─── Material provided
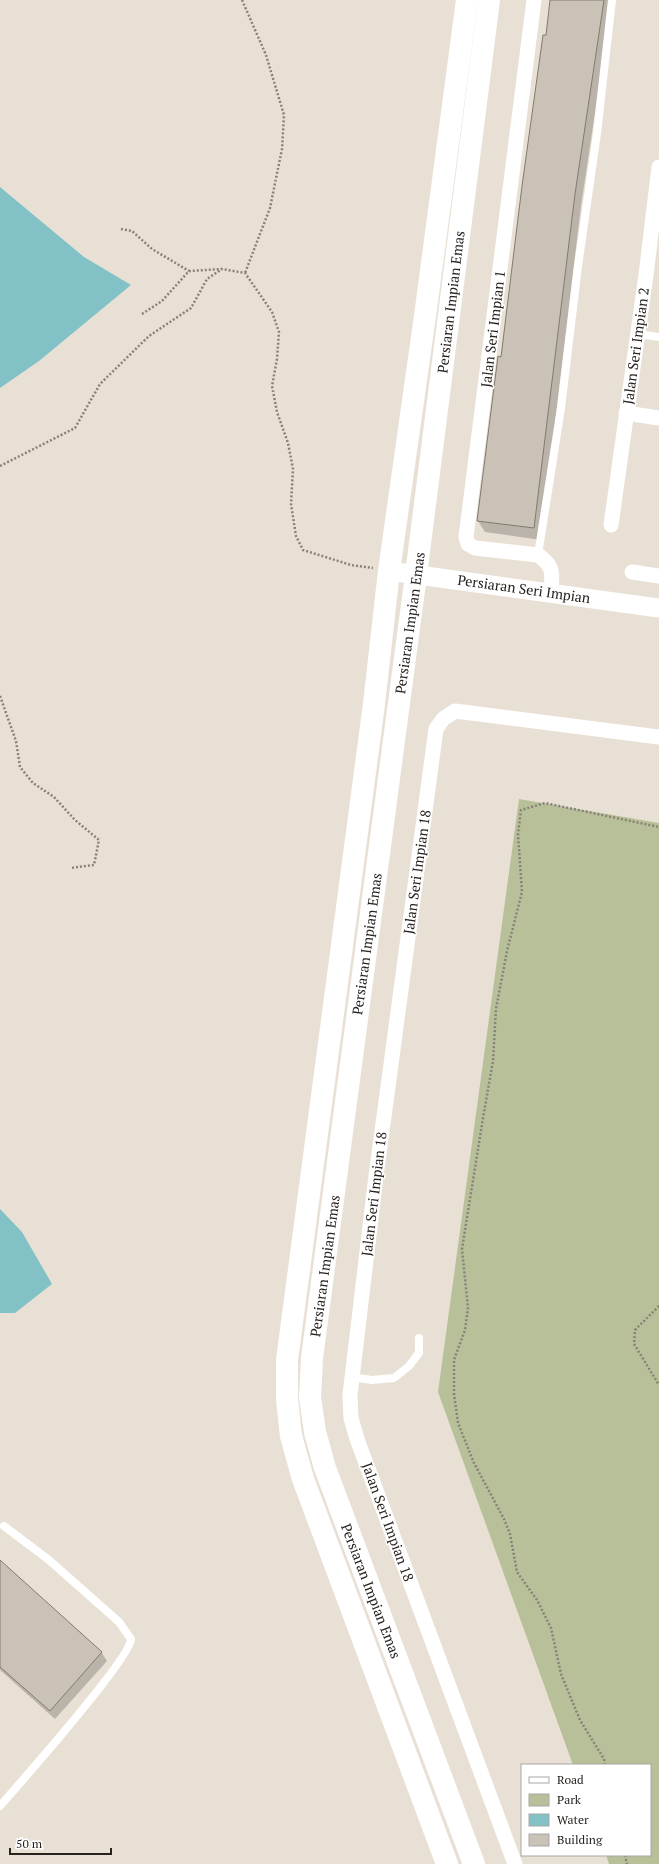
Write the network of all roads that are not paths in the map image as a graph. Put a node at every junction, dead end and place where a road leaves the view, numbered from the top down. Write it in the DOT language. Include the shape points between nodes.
graph roads {
  1 [pos="467,0"];
  2 [pos="489,0"];
  3 [pos="534,0"];
  4 [pos="612,0"];
  5 [pos="659,167"];
  6 [pos="657,210"];
  7 [pos="638,334"];
  8 [pos="659,337"];
  9 [pos="626,413"];
  10 [pos="659,418"];
  11 [pos="611,525"];
  12 [pos="538,555"];
  13 [pos="389,571"];
  14 [pos="632,572"];
  15 [pos="416,575"];
  16 [pos="659,576"];
  17 [pos="551,593"];
  18 [pos="659,608"];
  19 [pos="659,738"];
  20 [pos="419,1338"];
  21 [pos="352,1377"];
  22 [pos="4,1526"];
  23 [pos="0,1806"];
  24 [pos="447,1864"];
  25 [pos="474,1864"];
  26 [pos="515,1864"];
  1 -- 13 [label="main road, Persiaran Impian Emas"];
  2 -- 15 [label="main road, Persiaran Impian Emas"];
  3 -- 12 [label="street, Jalan Seri Impian 1" via="466,536 468,544 475,548"];
  4 -- 12 [label="lane" via="597,133"];
  5 -- 6 [label="street, Jalan Seri Impian 2"];
  6 -- 7 [label="street, Jalan Seri Impian 2"];
  7 -- 8 [label="lane"];
  7 -- 9 [label="street, Jalan Seri Impian 2"];
  9 -- 10 [label="street"];
  9 -- 11 [label="street, Jalan Seri Impian 2"];
  12 -- 17 [label="street" via="552,569"];
  13 -- 15 [label="street, Persiaran Seri Impian"];
  13 -- 24 [label="main road, Persiaran Impian Emas" via="374,704 287,1360 287,1398 291,1436 303,1479"];
  14 -- 16 [label="street"];
  15 -- 17 [label="street, Persiaran Seri Impian"];
  15 -- 25 [label="main road, Persiaran Impian Emas" via="313,1350 310,1397 315,1432 325,1468"];
  17 -- 18 [label="street, Persiaran Seri Impian"];
  19 -- 21 [label="street, Jalan Seri Impian 18" via="456,711 443,719 436,729 377,1168"];
  20 -- 21 [label="lane" via="419,1353 409,1366 394,1378 372,1380"];
  21 -- 26 [label="street, Jalan Seri Impian 18" via="351,1418 357,1439"];
  22 -- 23 [label="lane" via="49,1560 119,1622 130,1636 131,1642 90,1700"];
}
──────
Work to be completed →
Using the listing above, pull out all lines that hold the word "lane".

Answer below →
  4 -- 12 [label="lane" via="597,133"];
  7 -- 8 [label="lane"];
  20 -- 21 [label="lane" via="419,1353 409,1366 394,1378 372,1380"];
  22 -- 23 [label="lane" via="49,1560 119,1622 130,1636 131,1642 90,1700"];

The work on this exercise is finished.